Telomerase reverse transcriptase preserves neuron survival and cognition in Alzheimer's disease models

Amyloid-induced neurodegeneration plays a central role in Alzheimer's disease (AD) pathogenesis. Here, we show that telomerase reverse transcriptase (TERT) haploinsufficiency decreases brain-derived neurotrophic factor and increases amyloid-beta precursor in the murine brain. Moreover, before disease onset, the TERT locus sustains accumulation of repressive epigenetic marks in murine and human AD neurons, implicating TERT repression in amyloid-induced neurodegeneration. To test the impact of sustained TERT expression on AD pathobiology, AD mouse models were engineered to maintain physiological levels of TERT in adult neurons, resulting in reduced amyloid-beta accumulation, improved spine morphology and preserved cognitive function. Mechanistically, integrated profiling revealed that TERT interacts with beta-catenin and RNA polymerase II at gene promoters and upregulates the gene networks governing synaptic signaling and learning processes. These TERT-directed transcriptional activities do not require its catalytic activity nor telomerase RNA. These findings provide genetic proof of concept for somatic TERT gene activation therapy in attenuating AD progression including cognitive decline.
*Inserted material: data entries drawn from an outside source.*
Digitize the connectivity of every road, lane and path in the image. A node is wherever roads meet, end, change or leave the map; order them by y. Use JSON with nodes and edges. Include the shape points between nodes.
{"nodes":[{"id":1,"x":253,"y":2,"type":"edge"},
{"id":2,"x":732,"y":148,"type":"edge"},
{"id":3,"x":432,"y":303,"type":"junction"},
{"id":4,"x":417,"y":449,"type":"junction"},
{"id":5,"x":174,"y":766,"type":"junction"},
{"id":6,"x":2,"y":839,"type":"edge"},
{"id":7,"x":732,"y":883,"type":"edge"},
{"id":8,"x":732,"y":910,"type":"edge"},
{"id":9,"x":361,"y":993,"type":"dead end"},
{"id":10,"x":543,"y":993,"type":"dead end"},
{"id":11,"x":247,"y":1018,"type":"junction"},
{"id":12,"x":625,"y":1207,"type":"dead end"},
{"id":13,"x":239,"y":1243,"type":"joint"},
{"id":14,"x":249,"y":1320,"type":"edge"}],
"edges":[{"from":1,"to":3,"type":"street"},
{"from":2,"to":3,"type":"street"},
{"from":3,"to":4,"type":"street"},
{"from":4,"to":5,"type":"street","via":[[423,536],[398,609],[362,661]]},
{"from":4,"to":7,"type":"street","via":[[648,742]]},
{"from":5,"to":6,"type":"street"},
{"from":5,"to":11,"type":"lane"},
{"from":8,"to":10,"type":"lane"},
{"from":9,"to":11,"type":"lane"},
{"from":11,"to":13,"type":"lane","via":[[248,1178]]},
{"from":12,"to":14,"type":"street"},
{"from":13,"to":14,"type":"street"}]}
The authors link neuronal expression of telomerase reverse transcriptase to amyloid pathology and cognitive dysfunction in preclinical models of Alzheimer's disease.

Automated summary

The research found that deficiency of telomerase reverse transcriptase (TERT) affects neuronal expression and accumulation of amyloid-beta in the brain, while maintaining normal levels of TERT helps reduce amyloid-beta accumulation and preserve cognitive function. Furthermore, the interaction between TERT, beta-catenin, and RNA polymerase II at gene promoters leads to the upregulation of gene networks governing synaptic signaling and learning processes.